Non è un fotomontaggio.
Qualche settimana fa io, Elio e la “sua” band, rimasta nel fuori campo della fotografia, siamo stati invitati a Prato per parlare davanti a centinaia di ragazzi di disabilità ed affini. In particolare, il tema dell’incontro era: “Disabilità: sfiga o sfida?”…il gioco di parole del titolo doveva fare il “gioco” o stare al gioco (scusate il gioco di parole) di Elio, per far capire che l’incontro si sarebbe mosso su dei binari a lui consoni. Si sarebbe giocato in casa sua, dove i significati comuni dei termini sono ribaltati di continuo, le parole non sono mai quello che sembrano, e se ne fa l’uso che si preferisce. A volte sono gli accostamenti di parole a stravolgerne il senso, altre volte l’attenzione al solo “significante” portata all’estremo crea scivolamenti di significato esilaranti. Altre volte ancora…etc etc..
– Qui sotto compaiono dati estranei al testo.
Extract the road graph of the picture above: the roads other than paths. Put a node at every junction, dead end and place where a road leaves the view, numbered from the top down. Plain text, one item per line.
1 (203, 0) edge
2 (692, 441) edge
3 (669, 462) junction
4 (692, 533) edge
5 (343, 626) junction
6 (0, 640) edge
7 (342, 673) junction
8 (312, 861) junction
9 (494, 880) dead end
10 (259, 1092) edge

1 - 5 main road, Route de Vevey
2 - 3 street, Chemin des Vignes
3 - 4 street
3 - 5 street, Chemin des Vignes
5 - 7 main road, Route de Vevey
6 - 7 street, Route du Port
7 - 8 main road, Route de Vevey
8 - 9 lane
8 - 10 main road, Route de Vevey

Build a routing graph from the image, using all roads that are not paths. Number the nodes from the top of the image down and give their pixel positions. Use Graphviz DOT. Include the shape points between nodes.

La questione è da sempre aperta, e mai si chiuderà: è giusto affrontare temi così delicati con lo strumento dell’umorismo? Non si rischia di fornire una versione edulcorata, superficiale ed ottimistica di situazioni davvero difficili e rispetto alle quali, letteralmente, ci sarebbe “poco da ridere?”, e via di seguito. Domande mal poste, a mio avviso, e non perché ingiustificate (mai vorrei banalizzare un discorso importante come quello sulla disabilità, tanto più perché un discorso su di essa è un discorso sulle persone concrete con disabilità), ma perché non colgono il nesso stretto tra disabilità ed ironia e, ancor più, autoironia.
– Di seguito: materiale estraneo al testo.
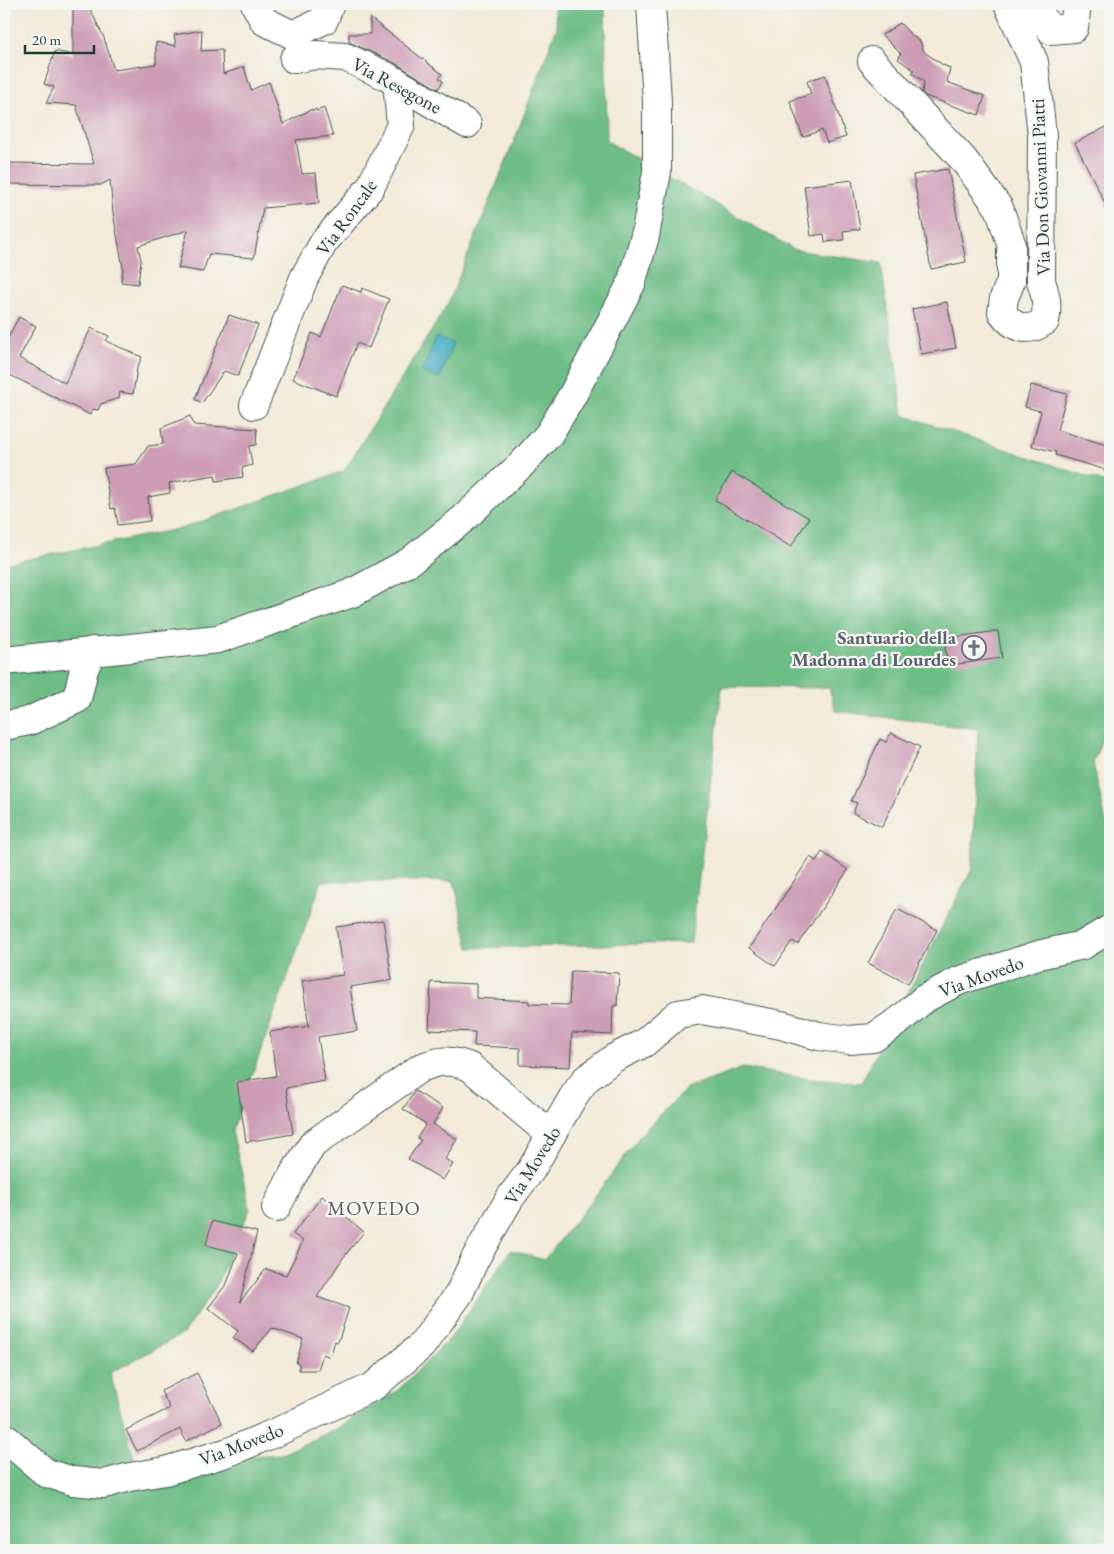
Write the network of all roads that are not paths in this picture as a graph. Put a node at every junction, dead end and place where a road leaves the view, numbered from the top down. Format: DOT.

Queste sono tecniche cui ricorro spesso, un po’ per indole, un po’ perché servono a sdrammatizzare argomenti piuttosto critici e tutt’altro che leggeri, un po’, ancora, per attirare con più facilità l’interesse del lettore.
Ma c’è una ragione in più, ed è proprio qui che volevo arrivare: l’ironia, e la comicità in genere, si basano sul ribaltamento delle regole su cui si fonda un “sistema”: ecco perché sono proprio il mezzo principe per scardinarlo, rimetterlo in discussione, farne emergere i lati più nascosti. Una persona diversabile quotidianamente è chiamata ad affrontare una realtà le cui regole andrebbero puntualmente ribaltate: sono le sue necessità quotidiane ad imporglielo.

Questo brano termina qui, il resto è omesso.